This group is currently studying a protein phosphatase, PP2A. This enzyme is generally believed to be a tumor suppressor, however recent studies have shown that inhibition of PP2A by certain molecules leads to improved outcomes for cancerous tumors under treatment in mice.
Part of the difficulty in studying PP2A is its complex structural nature; PP2A, in its functional form, is a holoenzyme consisting of three separate chains of proteins. Of particular interest are the four families of the "B" chain of PP2A. These families are the B family (also called PR55alpha), the B' family (sometimes called PR61 gamma 1), the B'' family (called PR72" and finally the B''' family (referred to as the "Striatins").
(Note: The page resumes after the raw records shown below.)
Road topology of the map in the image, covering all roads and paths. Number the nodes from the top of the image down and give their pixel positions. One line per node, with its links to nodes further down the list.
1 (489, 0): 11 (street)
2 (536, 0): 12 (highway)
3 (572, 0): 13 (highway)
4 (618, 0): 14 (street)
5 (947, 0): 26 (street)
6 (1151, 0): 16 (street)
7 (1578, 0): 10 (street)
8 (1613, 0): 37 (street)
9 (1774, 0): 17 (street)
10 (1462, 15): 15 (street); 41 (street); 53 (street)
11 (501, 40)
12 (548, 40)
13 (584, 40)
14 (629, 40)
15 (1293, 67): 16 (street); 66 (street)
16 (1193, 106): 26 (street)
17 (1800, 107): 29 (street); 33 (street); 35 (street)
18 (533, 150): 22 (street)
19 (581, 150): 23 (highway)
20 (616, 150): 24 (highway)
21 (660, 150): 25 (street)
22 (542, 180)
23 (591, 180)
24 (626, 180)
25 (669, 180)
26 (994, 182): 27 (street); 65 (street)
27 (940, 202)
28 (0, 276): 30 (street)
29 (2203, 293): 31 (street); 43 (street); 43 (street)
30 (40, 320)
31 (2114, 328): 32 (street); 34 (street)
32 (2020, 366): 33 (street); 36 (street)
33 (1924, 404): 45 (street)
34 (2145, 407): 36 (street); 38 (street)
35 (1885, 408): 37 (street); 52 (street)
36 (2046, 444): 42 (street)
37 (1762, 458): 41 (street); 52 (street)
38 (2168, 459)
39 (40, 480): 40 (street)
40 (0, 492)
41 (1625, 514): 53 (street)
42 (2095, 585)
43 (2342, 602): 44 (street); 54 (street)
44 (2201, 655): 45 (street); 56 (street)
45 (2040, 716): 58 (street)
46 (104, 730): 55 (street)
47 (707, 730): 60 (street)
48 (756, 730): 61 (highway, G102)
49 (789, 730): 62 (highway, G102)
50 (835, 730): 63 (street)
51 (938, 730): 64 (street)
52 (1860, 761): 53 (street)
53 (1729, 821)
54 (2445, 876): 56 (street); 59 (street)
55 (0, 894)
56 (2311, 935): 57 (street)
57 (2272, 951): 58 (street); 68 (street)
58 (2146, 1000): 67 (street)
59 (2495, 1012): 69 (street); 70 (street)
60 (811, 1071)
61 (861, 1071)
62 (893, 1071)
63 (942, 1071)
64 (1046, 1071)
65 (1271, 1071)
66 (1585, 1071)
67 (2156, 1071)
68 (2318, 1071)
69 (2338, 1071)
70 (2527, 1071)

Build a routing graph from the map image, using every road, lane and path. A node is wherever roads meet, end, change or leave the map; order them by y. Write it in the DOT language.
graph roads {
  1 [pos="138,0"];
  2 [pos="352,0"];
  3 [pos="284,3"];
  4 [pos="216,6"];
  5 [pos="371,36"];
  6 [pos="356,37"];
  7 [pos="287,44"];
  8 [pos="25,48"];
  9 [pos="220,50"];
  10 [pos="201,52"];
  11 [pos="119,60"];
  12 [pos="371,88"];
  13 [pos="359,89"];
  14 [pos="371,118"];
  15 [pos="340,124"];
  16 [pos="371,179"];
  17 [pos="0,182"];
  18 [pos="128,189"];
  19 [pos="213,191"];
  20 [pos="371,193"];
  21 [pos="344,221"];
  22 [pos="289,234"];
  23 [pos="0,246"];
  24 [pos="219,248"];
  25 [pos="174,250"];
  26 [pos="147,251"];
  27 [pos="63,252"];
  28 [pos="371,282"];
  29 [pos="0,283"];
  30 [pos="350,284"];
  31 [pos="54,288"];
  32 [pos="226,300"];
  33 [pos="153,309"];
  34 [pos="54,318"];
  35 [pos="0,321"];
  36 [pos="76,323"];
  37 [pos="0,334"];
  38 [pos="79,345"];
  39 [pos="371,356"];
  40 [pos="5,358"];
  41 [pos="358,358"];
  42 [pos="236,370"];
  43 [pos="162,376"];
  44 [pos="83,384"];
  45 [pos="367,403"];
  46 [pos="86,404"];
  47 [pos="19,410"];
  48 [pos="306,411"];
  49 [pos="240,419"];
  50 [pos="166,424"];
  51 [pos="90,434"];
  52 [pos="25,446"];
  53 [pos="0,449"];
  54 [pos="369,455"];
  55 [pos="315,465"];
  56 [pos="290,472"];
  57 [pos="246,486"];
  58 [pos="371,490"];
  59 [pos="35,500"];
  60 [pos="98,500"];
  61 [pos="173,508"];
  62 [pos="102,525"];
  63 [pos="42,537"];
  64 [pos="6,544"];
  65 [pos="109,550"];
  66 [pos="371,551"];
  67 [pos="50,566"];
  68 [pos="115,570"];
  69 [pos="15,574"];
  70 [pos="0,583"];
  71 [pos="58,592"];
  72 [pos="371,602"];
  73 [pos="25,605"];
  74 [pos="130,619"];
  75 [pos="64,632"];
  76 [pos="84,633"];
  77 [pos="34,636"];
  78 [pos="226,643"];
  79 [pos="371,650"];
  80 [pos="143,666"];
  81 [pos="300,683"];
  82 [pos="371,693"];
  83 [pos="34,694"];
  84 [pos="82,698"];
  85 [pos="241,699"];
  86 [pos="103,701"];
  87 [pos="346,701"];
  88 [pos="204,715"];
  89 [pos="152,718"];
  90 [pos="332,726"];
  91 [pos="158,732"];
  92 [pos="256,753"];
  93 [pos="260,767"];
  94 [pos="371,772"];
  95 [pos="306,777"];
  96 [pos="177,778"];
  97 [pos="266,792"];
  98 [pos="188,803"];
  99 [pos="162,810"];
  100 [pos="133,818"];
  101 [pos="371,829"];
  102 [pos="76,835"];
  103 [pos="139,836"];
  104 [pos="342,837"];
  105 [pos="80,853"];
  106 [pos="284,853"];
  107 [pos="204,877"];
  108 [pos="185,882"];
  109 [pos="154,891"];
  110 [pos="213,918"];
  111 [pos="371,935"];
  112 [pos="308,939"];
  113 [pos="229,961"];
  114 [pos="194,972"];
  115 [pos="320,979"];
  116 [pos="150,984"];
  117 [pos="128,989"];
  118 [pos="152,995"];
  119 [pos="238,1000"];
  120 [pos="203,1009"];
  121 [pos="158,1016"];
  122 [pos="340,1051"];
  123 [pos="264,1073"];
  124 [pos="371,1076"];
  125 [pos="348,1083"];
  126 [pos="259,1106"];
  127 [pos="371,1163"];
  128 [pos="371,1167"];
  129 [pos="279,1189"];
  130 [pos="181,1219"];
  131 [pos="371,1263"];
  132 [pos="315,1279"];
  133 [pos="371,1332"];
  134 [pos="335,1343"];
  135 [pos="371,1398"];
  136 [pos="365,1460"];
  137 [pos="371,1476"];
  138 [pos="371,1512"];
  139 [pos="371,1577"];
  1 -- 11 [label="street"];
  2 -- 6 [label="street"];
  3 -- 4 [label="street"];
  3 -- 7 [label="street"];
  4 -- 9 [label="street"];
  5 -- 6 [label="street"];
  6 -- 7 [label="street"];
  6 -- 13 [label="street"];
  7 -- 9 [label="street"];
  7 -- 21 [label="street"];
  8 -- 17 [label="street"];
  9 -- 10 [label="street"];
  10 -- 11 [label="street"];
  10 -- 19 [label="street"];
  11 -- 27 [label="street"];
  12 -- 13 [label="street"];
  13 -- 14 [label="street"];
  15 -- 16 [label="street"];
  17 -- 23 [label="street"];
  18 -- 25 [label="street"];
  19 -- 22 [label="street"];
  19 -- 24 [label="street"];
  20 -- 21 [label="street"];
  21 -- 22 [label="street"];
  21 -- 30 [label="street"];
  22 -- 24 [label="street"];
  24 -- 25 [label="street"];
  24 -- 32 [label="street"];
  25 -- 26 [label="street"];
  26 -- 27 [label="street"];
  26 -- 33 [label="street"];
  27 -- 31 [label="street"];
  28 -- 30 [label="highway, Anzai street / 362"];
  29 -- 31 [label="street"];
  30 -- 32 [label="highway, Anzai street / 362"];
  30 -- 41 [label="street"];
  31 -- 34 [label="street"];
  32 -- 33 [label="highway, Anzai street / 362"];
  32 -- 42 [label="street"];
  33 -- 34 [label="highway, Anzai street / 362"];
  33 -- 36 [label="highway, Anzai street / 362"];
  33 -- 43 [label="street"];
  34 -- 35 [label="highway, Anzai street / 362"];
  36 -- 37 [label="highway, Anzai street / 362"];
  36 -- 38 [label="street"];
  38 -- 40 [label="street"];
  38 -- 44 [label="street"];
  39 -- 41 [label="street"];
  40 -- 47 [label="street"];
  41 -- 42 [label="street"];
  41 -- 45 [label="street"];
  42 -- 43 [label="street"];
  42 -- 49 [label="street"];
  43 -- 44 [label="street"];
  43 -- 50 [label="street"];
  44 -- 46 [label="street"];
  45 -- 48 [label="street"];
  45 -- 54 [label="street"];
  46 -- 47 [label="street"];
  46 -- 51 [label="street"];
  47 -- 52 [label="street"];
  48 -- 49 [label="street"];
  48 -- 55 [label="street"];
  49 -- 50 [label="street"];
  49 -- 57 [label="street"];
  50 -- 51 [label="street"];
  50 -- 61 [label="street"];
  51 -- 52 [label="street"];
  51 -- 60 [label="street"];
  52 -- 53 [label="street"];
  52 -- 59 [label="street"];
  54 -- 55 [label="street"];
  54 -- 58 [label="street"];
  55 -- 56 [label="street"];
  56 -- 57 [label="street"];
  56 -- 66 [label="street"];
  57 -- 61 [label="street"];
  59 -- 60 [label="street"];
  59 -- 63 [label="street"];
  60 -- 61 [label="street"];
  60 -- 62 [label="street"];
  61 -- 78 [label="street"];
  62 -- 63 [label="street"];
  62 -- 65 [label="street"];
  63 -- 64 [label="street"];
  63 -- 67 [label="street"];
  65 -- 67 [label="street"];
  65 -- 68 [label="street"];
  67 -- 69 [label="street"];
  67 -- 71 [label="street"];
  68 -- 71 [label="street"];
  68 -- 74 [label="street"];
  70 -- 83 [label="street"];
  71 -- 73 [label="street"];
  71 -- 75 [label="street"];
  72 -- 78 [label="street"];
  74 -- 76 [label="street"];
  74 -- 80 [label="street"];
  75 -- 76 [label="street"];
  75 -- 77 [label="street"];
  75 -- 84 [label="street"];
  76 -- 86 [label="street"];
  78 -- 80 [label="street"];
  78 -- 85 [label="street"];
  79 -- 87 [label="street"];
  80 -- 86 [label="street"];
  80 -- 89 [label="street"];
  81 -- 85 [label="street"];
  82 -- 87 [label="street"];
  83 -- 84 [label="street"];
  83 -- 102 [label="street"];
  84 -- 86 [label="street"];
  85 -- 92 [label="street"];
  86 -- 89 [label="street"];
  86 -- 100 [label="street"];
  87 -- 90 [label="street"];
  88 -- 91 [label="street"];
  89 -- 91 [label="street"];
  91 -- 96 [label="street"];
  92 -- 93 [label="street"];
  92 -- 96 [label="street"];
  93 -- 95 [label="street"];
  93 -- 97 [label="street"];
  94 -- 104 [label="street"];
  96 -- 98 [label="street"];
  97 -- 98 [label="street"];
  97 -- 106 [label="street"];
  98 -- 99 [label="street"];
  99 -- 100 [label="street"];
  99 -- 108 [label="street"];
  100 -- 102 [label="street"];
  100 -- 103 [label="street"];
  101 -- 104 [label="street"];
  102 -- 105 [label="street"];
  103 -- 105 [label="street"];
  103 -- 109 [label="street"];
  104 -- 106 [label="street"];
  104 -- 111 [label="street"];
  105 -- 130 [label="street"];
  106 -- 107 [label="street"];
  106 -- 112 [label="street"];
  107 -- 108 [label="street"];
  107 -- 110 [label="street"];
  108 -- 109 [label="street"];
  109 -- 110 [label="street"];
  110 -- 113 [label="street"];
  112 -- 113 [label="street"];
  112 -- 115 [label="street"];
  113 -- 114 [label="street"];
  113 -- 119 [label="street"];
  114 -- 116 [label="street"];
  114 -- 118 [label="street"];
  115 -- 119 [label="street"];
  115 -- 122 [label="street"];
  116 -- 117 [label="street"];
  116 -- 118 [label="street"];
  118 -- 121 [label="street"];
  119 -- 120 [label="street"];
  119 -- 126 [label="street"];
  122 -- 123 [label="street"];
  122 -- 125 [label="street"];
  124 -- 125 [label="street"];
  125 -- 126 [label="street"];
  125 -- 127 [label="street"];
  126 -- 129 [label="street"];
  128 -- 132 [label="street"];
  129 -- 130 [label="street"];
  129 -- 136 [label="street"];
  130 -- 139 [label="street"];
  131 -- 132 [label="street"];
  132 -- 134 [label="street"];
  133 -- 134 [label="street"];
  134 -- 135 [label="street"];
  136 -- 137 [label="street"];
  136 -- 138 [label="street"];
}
This group's goal is to utilize molecular dynamics simulations to aid in determining a network of atomic connections that hold these chains together in a functional holoenzyme structure. A similar type of analysis was performed to determine amino-acyl tRNA synthetase charging by the Luthey-Schulten group at the University of Illinois. The dynamical network model uses the likelyhood of positions of atoms of interest over time throughout the trajectory of a modecular dynamics simulation. Should an atom stay within a sphere of a specified distance for longer than a specified fraction of total simulated time the atoms are said to be in a community. Each community is linked by "critical nodes." So far, these researchers have finished the dynamical network analysis for one type of PP2A holoenzyme and the critical nodes seem to agree with cancerous hotspots. Further studies with additional proteins will be needed to validate that this type of analysis can find cancerous hotspots. In addition, the network model also helps glean insight into why these particular mutations lead to cancer. For the completed network model, the critical nodes are part of the "hinge" of chain A onto the catalytic chain C. The mutation could likely lead to dissociation of weakening of chain A leading to a loss of function.